SOURCE INFORMATION »

-.-.-

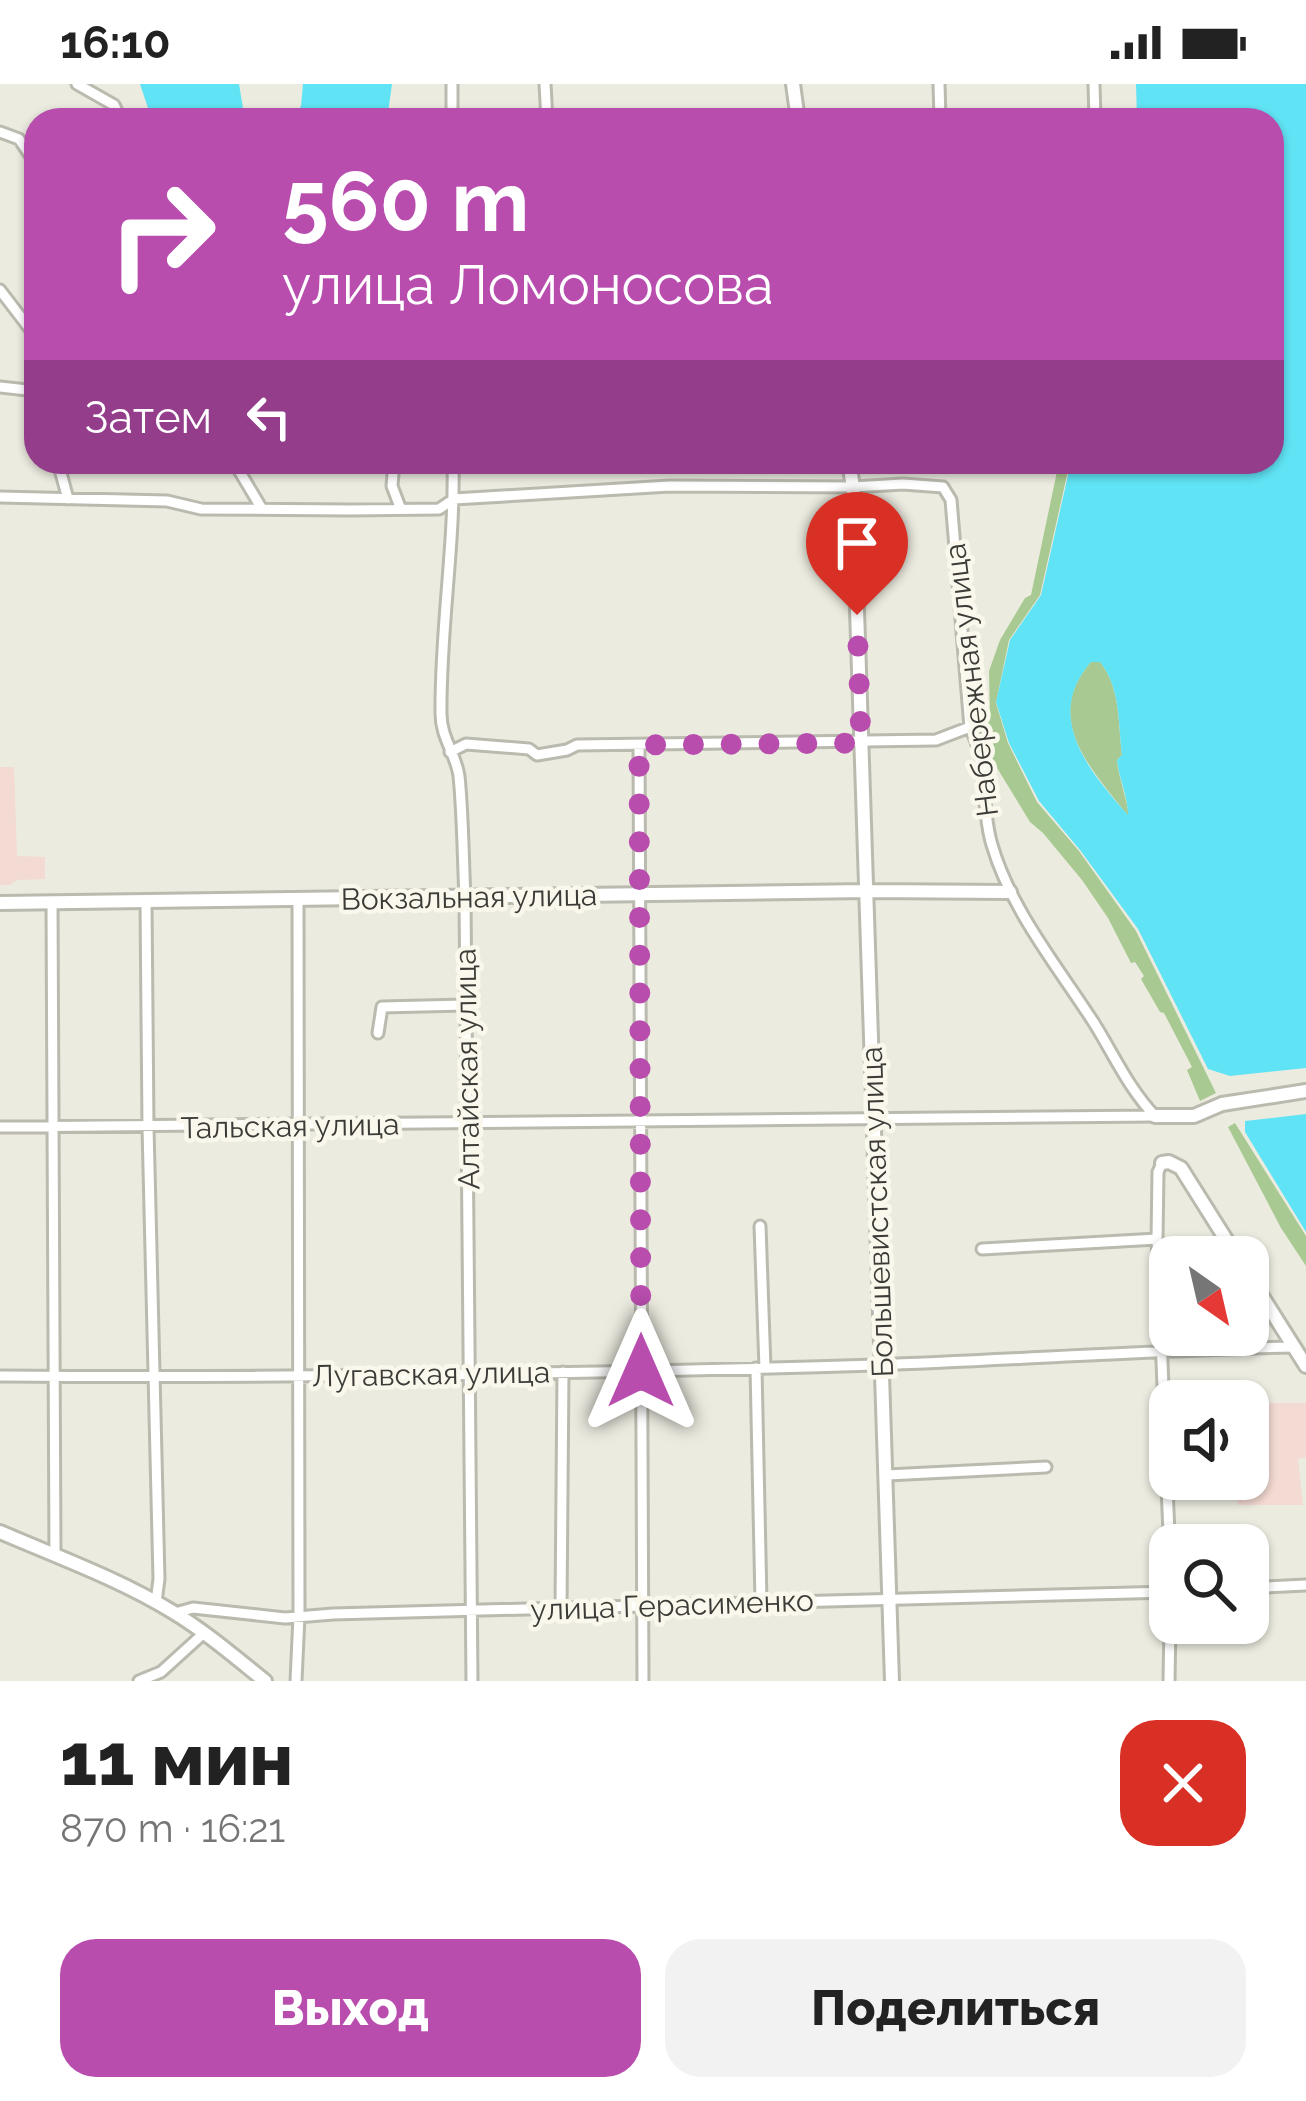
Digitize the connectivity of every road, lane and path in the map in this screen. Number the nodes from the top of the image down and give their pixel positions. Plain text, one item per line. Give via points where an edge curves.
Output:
1 (77, 84) edge
2 (115, 108) edge
3 (0, 290) edge
4 (24, 321) edge
5 (61, 474) edge
6 (240, 474) edge
7 (393, 474) edge
8 (454, 474) edge
9 (851, 474) edge
10 (853, 487) junction
11 (0, 497) edge
12 (68, 499) junction
13 (454, 499) junction
14 (400, 507) junction
15 (262, 509) junction
16 (970, 727) junction
17 (861, 743) junction
18 (639, 745) junction
19 (450, 752) junction
20 (866, 891) junction
21 (1010, 892) junction
22 (640, 894) junction
23 (465, 898) junction
24 (298, 899) junction
25 (52, 902) junction
26 (146, 902) junction
27 (0, 903) edge
28 (465, 1005) junction
29 (378, 1033) dead end
30 (1306, 1091) edge
31 (1139, 1100) junction
32 (1132, 1116) junction
33 (1155, 1116) junction
34 (874, 1117) junction
35 (640, 1123) junction
36 (297, 1125) junction
37 (468, 1125) junction
38 (0, 1127) edge
39 (55, 1127) junction
40 (148, 1127) junction
41 (1162, 1163) joint
42 (760, 1226) dead end
43 (1157, 1236) edge
44 (1224, 1236) edge
45 (1149, 1239) edge
46 (982, 1249) dead end
47 (1269, 1308) edge
48 (1293, 1347) junction
49 (1269, 1348) edge
50 (1149, 1351) edge
51 (1161, 1356) edge
52 (882, 1364) junction
53 (1306, 1366) edge
54 (761, 1368) junction
55 (641, 1371) junction
56 (563, 1372) junction
57 (471, 1375) junction
58 (0, 1376) edge
59 (54, 1376) junction
60 (152, 1376) junction
61 (298, 1376) junction
62 (1046, 1467) dead end
63 (887, 1475) junction
64 (1168, 1524) edge
65 (0, 1532) edge
66 (55, 1556) junction
67 (1306, 1585) edge
68 (1269, 1587) edge
69 (1149, 1593) edge
70 (890, 1599) junction
71 (156, 1602) junction
72 (760, 1602) junction
73 (643, 1606) junction
74 (561, 1608) junction
75 (471, 1611) junction
76 (174, 1613) junction
77 (299, 1616) junction
78 (204, 1633) junction
79 (1169, 1644) edge
80 (159, 1676) edge
81 (139, 1681) edge
82 (265, 1681) edge
83 (296, 1681) edge
84 (472, 1681) edge
85 (643, 1681) edge
86 (892, 1681) edge
87 (1168, 1681) edge

1 - 2 street
3 - 4 street
5 - 12 street
6 - 15 street
7 - 14 street
8 - 13 street, Алтайская улица
9 - 10 main road, Большевистская улица
10 - 13 street via 670,486
10 - 16 street, Набережная улица via 944,487 951,500
10 - 17 main road, Большевистская улица
11 - 12 street
12 - 15 street
13 - 14 street via 439,508
13 - 19 street, Алтайская улица via 441,674 442,736
14 - 15 street
16 - 17 street via 936,740
16 - 21 street, Набережная улица via 982,755 992,847
17 - 18 street
17 - 20 main road, Большевистская улица
18 - 19 street via 537,754 466,744
18 - 22 street
19 - 23 street, Алтайская улица via 458,770
20 - 21 main road, Вокзальная улица
20 - 22 main road, Вокзальная улица
20 - 34 main road, Большевистская улица
21 - 31 street, Набережная улица
22 - 23 main road, Вокзальная улица
22 - 35 street
23 - 24 main road, Вокзальная улица
23 - 28 street, Алтайская улица
24 - 26 main road, Вокзальная улица
24 - 36 street
25 - 26 main road, Вокзальная улица
25 - 27 main road, Вокзальная улица
25 - 39 street
26 - 40 street
28 - 29 street via 382,1006
28 - 37 street, Алтайская улица
30 - 33 main road via 1194,1116
31 - 32 street
31 - 33 street, Набережная улица
32 - 33 street, Тальская улица
32 - 34 street, Тальская улица
34 - 35 street, Тальская улица
34 - 52 main road, Большевистская улица
35 - 37 street, Тальская улица
35 - 55 street
36 - 37 street, Тальская улица
36 - 40 street, Тальская улица
36 - 61 street
37 - 57 street, Алтайская улица
38 - 39 street, Тальская улица
39 - 40 street, Тальская улица
39 - 59 street
40 - 60 street
41 - 43 street
41 - 44 main road via 1181,1168
42 - 54 street
45 - 46 street
47 - 48 main road
48 - 49 street, Лугавская улица
48 - 53 main road
50 - 52 street, Лугавская улица
51 - 64 street
52 - 54 street, Лугавская улица
52 - 63 main road, Большевистская улица
54 - 55 street, Лугавская улица
54 - 72 street
55 - 56 street, Лугавская улица
55 - 73 street
56 - 57 street, Лугавская улица
56 - 74 street
57 - 61 street, Лугавская улица
57 - 75 street, Алтайская улица
58 - 59 street, Лугавская улица
59 - 60 street, Лугавская улица
59 - 66 street
60 - 61 street, Лугавская улица
60 - 71 street
61 - 77 street
62 - 63 street
63 - 70 main road, Большевистская улица
65 - 66 main road
66 - 71 main road
67 - 68 street
69 - 70 street, улица Герасименко
70 - 72 street, улица Герасименко
70 - 86 main road, Большевистская улица
71 - 76 main road
72 - 73 street, улица Герасименко
73 - 74 street, улица Герасименко
73 - 85 street
74 - 75 street, улица Герасименко
75 - 77 street, улица Герасименко
75 - 84 street, Алтайская улица
76 - 77 street, улица Герасименко
76 - 78 main road
77 - 83 street
78 - 80 street
78 - 82 main road
79 - 87 street
80 - 81 street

-.-.-

YOUR TASK »
With "dead" as the string to match, show every line of the entries above that has it.

SOLUTION TO THIS EXERCISE »
29 (378, 1033) dead end
42 (760, 1226) dead end
46 (982, 1249) dead end
62 (1046, 1467) dead end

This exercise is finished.